Given data:
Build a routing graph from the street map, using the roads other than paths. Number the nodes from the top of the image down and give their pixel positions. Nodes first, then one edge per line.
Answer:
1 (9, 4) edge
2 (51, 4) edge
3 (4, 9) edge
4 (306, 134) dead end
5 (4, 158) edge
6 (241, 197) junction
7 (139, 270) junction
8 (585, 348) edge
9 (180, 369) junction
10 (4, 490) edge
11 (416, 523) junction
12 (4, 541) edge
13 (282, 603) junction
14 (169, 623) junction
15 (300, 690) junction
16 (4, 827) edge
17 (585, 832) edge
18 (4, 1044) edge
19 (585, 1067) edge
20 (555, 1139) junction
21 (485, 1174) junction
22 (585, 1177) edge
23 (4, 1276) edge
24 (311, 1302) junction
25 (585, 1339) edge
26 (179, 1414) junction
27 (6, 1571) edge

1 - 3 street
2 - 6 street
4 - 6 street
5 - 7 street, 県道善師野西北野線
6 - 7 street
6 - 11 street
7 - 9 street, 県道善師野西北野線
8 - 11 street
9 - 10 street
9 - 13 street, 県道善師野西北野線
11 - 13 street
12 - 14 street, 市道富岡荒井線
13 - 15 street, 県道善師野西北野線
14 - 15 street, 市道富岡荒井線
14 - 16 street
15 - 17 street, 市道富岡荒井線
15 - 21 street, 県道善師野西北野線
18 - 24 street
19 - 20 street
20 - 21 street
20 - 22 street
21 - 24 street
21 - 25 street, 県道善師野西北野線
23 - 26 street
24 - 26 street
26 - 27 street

Task to complete:
Return the listing exactly as it was given to you, with every line intact.

Solution to the exercise:
Build a routing graph from the street map, using the roads other than paths. Number the nodes from the top of the image down and give their pixel positions. Nodes first, then one edge per line.
Answer:
1 (9, 4) edge
2 (51, 4) edge
3 (4, 9) edge
4 (306, 134) dead end
5 (4, 158) edge
6 (241, 197) junction
7 (139, 270) junction
8 (585, 348) edge
9 (180, 369) junction
10 (4, 490) edge
11 (416, 523) junction
12 (4, 541) edge
13 (282, 603) junction
14 (169, 623) junction
15 (300, 690) junction
16 (4, 827) edge
17 (585, 832) edge
18 (4, 1044) edge
19 (585, 1067) edge
20 (555, 1139) junction
21 (485, 1174) junction
22 (585, 1177) edge
23 (4, 1276) edge
24 (311, 1302) junction
25 (585, 1339) edge
26 (179, 1414) junction
27 (6, 1571) edge

1 - 3 street
2 - 6 street
4 - 6 street
5 - 7 street, 県道善師野西北野線
6 - 7 street
6 - 11 street
7 - 9 street, 県道善師野西北野線
8 - 11 street
9 - 10 street
9 - 13 street, 県道善師野西北野線
11 - 13 street
12 - 14 street, 市道富岡荒井線
13 - 15 street, 県道善師野西北野線
14 - 15 street, 市道富岡荒井線
14 - 16 street
15 - 17 street, 市道富岡荒井線
15 - 21 street, 県道善師野西北野線
18 - 24 street
19 - 20 street
20 - 21 street
20 - 22 street
21 - 24 street
21 - 25 street, 県道善師野西北野線
23 - 26 street
24 - 26 street
26 - 27 street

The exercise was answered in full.